Вступительный экзамен
Соседская девушка к нам порой забегала книги брать. Однажды вошла особенной, игривой. Ее, как котенка, было не унять. Ну, я шутливо шлепнул по попке, а она враз засветилась, похорошела вся. Потянулась ко мне. Разговорились ни о чем, а на самом деле о самом важном. Засиделись допоздна. Родители в соседней комнате давно спать улеглись.
– А ты красивый, оказывается.
Она гладила мое лицо, а я дышал майской теплотой ее пальцев.
– Давай просто так полежим, как брат с сестрой.
– Давай, а так можно?
– Тебя сестра целовала когда-нибудь?
– Не помню, может, в детстве.
Я гладил по плечам и чуть ниже, терся о пылающие щеки, путался пальцами в волосах. Я не умел целоваться, хотя всем рассказывал о своих неимоверных победах.
– Почему мы не можем так всю ночь быть рядом, разве от этого кому-то худо?
Язык я свой проглотил основательно, лишь осмелился руки опустить чуть ниже поясницы. Она поспела, как ягода на кустах августа, казалось, тронь покрепче – и соком брызнет, и весь дом проснется от удивления. Как же, весной август зашел в наш подъезд и припозднился до самого утра. Да мы и не спали почти, подремывали, чуть касаясь друг друга руками. В нарастающем свете утра она на какие-то святые минуты стала такой безнадежно беззащитной, выставив навстречу первым лучам маленькую грудку. Вернее, та сама вышла из-под рубашки навстречу солнцу.
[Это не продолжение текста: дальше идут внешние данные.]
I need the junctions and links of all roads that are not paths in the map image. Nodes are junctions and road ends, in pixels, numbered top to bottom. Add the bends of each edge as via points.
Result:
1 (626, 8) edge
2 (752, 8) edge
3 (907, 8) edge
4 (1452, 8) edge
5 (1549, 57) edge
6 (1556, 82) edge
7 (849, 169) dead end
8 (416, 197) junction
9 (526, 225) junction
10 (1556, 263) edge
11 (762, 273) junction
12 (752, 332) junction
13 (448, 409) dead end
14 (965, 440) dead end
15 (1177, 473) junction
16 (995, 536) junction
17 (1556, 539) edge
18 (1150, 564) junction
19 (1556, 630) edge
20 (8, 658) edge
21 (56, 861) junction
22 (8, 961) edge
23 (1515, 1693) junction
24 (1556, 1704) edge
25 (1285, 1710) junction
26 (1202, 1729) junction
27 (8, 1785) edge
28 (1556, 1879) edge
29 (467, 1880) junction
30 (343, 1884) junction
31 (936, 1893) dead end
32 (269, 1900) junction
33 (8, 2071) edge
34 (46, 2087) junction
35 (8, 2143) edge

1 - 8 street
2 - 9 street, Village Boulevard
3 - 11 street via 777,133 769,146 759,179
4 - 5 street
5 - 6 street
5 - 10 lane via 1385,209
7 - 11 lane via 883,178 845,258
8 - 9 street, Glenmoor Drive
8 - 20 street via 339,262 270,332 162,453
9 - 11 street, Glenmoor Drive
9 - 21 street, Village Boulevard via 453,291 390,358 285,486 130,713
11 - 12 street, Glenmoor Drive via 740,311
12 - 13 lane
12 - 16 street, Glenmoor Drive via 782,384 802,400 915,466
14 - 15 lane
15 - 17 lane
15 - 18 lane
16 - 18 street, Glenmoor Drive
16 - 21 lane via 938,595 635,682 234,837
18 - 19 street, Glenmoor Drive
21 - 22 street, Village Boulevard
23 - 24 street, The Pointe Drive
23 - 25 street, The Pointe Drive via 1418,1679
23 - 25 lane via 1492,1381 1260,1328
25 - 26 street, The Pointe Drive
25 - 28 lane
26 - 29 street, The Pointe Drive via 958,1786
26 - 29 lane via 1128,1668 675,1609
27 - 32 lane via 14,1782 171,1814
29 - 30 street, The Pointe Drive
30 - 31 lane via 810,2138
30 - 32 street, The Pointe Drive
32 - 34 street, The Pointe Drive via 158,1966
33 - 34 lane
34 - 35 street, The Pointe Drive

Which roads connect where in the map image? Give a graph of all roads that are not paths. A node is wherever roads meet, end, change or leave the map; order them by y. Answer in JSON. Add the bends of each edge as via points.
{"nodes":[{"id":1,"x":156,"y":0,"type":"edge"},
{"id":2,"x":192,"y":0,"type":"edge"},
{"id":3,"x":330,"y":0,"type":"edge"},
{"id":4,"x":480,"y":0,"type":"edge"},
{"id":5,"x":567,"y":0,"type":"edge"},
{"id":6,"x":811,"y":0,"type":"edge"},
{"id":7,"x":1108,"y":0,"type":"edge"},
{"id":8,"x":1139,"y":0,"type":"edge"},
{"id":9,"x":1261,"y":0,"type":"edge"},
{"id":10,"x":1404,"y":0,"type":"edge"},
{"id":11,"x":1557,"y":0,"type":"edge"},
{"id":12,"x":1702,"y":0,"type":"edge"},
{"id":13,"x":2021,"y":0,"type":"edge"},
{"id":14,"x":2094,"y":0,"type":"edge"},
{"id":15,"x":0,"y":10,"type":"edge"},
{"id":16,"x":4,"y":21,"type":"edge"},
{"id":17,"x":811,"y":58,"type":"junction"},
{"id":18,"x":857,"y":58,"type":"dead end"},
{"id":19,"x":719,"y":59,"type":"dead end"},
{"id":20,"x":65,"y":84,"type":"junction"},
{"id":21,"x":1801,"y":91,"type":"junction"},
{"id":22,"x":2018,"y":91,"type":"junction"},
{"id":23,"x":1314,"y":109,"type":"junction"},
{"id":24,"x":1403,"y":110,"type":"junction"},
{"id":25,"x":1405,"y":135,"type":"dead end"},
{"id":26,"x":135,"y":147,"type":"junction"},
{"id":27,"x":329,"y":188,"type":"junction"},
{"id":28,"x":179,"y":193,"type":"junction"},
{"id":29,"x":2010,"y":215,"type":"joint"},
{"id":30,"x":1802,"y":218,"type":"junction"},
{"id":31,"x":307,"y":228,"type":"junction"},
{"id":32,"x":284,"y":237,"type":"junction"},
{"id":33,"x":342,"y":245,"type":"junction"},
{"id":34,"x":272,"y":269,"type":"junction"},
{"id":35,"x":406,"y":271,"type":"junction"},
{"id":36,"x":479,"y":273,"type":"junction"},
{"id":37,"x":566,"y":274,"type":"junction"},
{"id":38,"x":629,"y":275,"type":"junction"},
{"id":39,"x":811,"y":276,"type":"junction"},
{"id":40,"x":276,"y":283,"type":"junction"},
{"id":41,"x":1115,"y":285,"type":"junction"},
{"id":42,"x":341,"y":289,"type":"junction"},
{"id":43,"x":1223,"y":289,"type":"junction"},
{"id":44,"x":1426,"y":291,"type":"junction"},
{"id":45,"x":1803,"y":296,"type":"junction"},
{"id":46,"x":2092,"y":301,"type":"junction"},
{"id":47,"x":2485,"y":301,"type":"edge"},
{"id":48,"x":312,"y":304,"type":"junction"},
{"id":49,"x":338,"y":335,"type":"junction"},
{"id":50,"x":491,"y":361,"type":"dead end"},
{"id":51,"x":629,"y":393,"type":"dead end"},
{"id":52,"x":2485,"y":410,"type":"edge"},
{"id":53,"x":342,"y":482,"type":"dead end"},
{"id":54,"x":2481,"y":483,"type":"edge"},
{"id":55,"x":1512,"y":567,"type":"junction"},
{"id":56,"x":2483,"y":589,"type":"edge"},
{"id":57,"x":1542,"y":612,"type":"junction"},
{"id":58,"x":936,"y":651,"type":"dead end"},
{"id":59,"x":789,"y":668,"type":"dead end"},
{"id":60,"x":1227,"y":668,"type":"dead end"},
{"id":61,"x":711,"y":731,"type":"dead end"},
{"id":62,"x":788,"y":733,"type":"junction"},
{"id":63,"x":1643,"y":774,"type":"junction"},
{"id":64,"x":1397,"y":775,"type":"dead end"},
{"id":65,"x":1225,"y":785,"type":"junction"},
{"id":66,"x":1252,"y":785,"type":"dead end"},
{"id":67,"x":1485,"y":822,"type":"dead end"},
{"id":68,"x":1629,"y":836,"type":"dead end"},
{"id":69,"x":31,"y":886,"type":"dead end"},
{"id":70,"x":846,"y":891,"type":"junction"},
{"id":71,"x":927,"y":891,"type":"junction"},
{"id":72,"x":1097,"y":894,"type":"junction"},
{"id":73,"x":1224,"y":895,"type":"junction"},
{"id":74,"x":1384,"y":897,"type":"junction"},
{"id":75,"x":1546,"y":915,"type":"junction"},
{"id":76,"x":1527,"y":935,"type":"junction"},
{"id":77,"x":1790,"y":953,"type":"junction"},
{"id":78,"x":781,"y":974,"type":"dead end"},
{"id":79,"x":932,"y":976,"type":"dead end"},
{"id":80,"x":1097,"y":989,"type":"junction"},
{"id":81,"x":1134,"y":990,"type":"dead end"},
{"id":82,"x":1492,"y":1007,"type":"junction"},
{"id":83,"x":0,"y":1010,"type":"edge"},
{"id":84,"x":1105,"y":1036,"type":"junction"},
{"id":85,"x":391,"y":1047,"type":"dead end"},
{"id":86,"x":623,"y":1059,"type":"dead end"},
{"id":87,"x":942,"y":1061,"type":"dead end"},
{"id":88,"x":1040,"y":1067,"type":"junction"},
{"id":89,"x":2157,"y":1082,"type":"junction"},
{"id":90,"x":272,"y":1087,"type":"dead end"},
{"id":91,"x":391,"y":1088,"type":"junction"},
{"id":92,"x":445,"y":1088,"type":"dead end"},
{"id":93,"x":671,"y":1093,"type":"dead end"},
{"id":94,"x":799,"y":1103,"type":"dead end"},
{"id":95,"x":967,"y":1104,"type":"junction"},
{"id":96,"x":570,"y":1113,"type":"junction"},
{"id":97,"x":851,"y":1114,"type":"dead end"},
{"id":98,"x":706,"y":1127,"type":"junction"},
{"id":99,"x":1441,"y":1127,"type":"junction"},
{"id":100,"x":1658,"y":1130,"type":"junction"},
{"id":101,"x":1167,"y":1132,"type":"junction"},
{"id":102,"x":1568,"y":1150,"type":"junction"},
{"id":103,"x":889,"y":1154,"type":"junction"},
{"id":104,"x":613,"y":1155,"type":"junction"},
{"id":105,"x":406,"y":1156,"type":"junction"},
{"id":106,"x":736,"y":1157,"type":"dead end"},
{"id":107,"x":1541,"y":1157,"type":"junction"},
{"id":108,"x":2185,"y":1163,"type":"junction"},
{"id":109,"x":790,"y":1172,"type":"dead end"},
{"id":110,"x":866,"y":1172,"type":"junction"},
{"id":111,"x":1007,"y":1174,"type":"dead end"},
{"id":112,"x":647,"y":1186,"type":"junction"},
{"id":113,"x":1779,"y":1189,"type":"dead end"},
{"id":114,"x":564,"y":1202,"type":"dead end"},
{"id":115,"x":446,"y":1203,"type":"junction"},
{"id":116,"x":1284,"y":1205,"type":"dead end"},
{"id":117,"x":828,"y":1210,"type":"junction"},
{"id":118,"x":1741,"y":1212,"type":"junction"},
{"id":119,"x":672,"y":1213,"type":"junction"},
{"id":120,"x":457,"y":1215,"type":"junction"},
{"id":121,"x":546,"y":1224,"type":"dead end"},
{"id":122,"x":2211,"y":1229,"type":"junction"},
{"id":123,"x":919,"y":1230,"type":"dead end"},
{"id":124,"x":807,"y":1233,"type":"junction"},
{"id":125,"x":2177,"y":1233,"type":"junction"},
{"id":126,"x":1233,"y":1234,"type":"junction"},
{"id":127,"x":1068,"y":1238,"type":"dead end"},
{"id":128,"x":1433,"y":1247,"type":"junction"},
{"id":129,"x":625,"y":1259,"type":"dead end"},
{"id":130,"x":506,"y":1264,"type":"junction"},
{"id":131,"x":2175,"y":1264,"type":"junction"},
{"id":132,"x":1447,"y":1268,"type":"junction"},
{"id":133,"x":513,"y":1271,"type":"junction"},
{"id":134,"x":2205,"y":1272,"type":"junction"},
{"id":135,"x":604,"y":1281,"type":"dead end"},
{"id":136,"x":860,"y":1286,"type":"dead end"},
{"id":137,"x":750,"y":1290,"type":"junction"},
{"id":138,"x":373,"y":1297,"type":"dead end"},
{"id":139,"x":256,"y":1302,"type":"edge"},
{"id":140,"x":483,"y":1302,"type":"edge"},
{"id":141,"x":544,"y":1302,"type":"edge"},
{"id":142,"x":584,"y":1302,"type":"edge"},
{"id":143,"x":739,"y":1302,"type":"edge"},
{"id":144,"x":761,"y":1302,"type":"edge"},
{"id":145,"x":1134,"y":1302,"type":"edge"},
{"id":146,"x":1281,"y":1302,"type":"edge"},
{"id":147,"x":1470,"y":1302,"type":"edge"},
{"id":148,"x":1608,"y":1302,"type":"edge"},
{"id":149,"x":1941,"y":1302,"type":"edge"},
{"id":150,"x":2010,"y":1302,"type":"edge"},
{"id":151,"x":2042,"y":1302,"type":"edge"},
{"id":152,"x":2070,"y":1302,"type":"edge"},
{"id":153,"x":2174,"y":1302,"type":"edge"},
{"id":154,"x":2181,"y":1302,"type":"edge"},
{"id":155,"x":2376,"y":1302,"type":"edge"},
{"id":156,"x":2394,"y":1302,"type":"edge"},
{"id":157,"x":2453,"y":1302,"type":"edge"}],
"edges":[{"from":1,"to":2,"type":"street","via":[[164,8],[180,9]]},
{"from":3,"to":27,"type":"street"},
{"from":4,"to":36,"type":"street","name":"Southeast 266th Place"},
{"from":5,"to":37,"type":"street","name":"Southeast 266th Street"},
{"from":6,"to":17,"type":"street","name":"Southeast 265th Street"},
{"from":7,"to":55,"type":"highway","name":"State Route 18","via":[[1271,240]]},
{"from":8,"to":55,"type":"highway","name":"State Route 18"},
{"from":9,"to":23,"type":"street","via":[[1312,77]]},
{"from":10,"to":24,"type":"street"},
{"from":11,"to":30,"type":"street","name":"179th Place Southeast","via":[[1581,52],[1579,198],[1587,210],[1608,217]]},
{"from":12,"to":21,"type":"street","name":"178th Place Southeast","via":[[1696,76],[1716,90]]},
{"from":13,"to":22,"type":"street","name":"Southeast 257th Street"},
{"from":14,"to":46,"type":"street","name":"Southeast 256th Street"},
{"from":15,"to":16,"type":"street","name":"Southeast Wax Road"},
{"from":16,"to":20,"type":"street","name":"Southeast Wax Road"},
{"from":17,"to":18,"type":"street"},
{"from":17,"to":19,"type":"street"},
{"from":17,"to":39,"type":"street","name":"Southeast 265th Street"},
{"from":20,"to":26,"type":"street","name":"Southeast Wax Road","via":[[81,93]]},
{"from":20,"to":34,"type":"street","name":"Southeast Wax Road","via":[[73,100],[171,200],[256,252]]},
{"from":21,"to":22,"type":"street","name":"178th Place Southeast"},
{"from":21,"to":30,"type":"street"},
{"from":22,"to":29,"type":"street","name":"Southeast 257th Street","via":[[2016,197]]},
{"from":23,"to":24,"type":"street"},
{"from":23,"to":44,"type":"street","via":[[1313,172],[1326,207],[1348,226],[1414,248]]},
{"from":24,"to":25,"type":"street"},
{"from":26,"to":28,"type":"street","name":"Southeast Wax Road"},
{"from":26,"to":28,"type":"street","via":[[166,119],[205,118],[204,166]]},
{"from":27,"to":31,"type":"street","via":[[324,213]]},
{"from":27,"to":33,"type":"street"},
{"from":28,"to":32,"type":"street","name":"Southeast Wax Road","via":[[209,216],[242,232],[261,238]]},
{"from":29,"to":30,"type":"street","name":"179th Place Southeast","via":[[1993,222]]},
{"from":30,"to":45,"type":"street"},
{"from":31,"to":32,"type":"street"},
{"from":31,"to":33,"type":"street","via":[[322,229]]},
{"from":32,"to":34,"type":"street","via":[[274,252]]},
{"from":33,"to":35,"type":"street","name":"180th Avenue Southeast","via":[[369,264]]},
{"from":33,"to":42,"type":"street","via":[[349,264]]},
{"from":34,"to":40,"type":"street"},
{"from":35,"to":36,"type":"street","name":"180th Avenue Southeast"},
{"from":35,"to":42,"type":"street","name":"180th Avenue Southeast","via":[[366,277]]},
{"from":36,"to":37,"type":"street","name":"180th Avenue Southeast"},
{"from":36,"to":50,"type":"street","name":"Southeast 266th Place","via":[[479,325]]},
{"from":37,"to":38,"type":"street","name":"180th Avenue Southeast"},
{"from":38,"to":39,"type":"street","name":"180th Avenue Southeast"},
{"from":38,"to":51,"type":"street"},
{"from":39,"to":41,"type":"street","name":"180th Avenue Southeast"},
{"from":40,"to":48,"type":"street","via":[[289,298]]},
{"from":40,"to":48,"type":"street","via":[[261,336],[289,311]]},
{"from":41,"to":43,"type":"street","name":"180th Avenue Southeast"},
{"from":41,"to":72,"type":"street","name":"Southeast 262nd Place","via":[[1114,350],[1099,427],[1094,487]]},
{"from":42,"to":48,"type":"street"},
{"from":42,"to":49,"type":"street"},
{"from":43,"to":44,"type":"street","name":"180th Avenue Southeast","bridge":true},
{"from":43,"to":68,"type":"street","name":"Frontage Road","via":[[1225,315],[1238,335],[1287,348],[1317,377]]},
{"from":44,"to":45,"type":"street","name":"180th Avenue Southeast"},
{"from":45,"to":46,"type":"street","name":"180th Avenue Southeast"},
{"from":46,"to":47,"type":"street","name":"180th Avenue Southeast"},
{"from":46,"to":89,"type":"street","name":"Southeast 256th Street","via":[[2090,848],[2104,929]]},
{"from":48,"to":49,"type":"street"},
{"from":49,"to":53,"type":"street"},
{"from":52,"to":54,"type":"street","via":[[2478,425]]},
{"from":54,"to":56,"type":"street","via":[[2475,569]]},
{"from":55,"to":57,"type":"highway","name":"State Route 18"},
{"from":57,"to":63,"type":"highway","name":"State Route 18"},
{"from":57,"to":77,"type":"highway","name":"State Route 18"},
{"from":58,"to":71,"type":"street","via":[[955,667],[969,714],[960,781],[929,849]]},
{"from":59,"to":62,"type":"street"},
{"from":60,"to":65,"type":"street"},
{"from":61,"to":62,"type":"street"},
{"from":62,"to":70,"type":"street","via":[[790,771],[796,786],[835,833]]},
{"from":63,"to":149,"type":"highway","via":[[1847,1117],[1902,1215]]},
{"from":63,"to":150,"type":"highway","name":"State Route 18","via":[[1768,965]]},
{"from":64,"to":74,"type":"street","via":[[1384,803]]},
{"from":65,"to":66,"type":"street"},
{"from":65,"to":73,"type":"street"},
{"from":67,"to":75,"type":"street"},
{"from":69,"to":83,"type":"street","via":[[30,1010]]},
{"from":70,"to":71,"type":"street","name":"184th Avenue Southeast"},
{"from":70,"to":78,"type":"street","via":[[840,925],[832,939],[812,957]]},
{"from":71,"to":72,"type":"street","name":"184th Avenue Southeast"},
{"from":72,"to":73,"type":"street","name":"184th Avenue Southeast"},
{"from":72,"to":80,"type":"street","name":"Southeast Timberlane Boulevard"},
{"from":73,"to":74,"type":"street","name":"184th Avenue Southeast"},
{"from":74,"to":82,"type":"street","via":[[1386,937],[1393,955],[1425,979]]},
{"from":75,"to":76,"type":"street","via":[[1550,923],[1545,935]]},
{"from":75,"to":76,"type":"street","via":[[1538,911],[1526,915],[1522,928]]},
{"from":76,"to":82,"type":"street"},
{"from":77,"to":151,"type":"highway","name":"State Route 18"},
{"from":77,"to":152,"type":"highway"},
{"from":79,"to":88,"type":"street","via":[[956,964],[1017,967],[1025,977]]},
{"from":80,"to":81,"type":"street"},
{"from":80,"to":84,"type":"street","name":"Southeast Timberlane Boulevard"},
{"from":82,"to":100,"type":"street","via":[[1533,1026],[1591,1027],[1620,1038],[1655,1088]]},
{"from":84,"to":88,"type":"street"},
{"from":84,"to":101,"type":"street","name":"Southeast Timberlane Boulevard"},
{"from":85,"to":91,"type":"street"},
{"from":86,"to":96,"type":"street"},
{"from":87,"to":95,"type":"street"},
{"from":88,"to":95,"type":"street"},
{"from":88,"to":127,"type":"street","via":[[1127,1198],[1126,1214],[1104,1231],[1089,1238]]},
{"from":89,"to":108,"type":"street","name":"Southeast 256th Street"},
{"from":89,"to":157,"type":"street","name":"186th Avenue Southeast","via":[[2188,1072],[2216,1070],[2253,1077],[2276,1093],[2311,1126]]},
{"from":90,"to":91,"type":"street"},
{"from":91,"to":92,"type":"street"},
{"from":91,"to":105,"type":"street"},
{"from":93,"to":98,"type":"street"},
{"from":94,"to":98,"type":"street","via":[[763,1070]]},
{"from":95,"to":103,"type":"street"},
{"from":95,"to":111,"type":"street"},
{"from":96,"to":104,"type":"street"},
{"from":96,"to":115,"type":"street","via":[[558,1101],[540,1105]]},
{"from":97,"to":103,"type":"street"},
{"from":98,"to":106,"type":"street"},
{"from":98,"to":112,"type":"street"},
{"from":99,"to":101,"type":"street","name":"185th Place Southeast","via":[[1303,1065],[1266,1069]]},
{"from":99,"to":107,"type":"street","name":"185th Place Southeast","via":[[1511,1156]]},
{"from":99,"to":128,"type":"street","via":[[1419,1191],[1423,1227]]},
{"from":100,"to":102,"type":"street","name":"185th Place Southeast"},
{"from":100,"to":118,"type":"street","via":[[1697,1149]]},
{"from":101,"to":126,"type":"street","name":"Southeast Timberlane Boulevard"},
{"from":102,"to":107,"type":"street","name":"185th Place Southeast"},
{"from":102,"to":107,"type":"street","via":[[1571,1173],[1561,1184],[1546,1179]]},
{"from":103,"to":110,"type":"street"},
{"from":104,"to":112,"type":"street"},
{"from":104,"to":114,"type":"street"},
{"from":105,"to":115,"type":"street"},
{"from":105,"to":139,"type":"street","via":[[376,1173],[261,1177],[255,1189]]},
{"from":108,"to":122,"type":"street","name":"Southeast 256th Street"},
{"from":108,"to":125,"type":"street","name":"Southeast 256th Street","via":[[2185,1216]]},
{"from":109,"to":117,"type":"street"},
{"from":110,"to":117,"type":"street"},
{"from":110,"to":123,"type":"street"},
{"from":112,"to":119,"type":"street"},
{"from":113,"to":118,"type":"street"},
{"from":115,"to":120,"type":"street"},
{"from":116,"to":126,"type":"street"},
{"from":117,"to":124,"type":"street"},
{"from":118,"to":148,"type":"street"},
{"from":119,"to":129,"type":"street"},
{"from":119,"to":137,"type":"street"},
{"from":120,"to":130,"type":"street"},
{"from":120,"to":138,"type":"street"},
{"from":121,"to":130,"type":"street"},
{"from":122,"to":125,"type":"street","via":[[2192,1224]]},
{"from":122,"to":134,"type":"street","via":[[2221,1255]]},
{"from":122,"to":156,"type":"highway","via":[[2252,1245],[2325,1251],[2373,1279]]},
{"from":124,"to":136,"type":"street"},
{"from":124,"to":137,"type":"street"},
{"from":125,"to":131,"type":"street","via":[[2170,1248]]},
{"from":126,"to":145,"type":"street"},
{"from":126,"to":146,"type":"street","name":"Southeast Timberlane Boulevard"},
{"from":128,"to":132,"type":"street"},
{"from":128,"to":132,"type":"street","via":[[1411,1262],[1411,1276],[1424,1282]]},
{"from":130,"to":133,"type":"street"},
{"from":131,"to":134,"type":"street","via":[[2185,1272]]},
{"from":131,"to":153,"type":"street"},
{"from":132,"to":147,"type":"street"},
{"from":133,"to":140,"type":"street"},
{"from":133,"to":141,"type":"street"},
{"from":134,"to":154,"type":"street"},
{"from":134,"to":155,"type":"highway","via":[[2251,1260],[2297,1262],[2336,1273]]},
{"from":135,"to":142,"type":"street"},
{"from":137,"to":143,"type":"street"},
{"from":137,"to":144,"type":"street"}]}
Розовый детский сосок смущал, притягивал неимоверно. Мне так хотелось эту единственную желанную ягоду на белом снегу ее груди. Нагнулся дышать спелостью, свежестью святая святых, женской нетронутой грудью.
– Перестань, закричу.
Не сдержался, согрешил, поцеловал, не выдержал, повторил дважды. Она заплакала, отвернулась. Вышел на балкон курить. Она прислонилась к спине и спросила:
– Как будем дальше?
– А так и будем, по-соседски.
– Не шути, я серьезно.
– Ты приходи.
– Ладно, приду.
Она стала забегать вечерами, устраивалась подле меня с книгой и молчала.
– Родилась потрясающая идея.
– Ты хочешь пригласить в кино?
– Фу, как банально, давай целоваться учиться.
– Давай.
– Только по-настоящему.
– А я с тобой всё хочу по-настоящему.
Целый месяц тренировались, вроде что-то начало вырисовываться. Губы освоились, притерлись. Если она не заходила хотя бы пару вечеров, в сахаре исчезала сладость, хлеб терял какую-то свою изначальную нежность, вода становилась излишне пресной.
На лето родители отправили ее погостить к родственникам. Обратно вернулась невестой с женихом, намного старше ее. Но по-прежнему вечерами заходила ко мне заниматься привычным делом – поцелуями. Они с каждым разом становились не по-соседски страстными. Порой пытался руками любопытствовать, она уклонялась, укоряла по-взрослому:
– Не делай этого никогда больше, ты понял меня?
Ничего я не понимал, мне хотелось двух красных ягод августа на белом снегу груди. Про жениха не говорили, в основном целовались мучительно и молча. Поцелуи стали такой же потребностью, как вода, как ежедневный хлеб.
– Завтра утром дождись меня, не уходи из дома.
– Это приказ? Я вроде не жених.
– Да, приказ.
– От кого, можно поинтересоваться?
– От преподавательницы поцелуев.
– Зачем?
– Завтра узнаешь, потерпи, дурачок.
И пришла, и оголилась, и взошла на белые простыни, и место мне указала. И как мы тут вцепились друг в друга, будто с водой впервые встретились, захлебывались, отдыхивались. А руки неумолимо шли дальше и дальше, и казалось, открытиям не будет конца.
– Если ты никому не расскажешь, то делай со мной всё, что пожелаешь.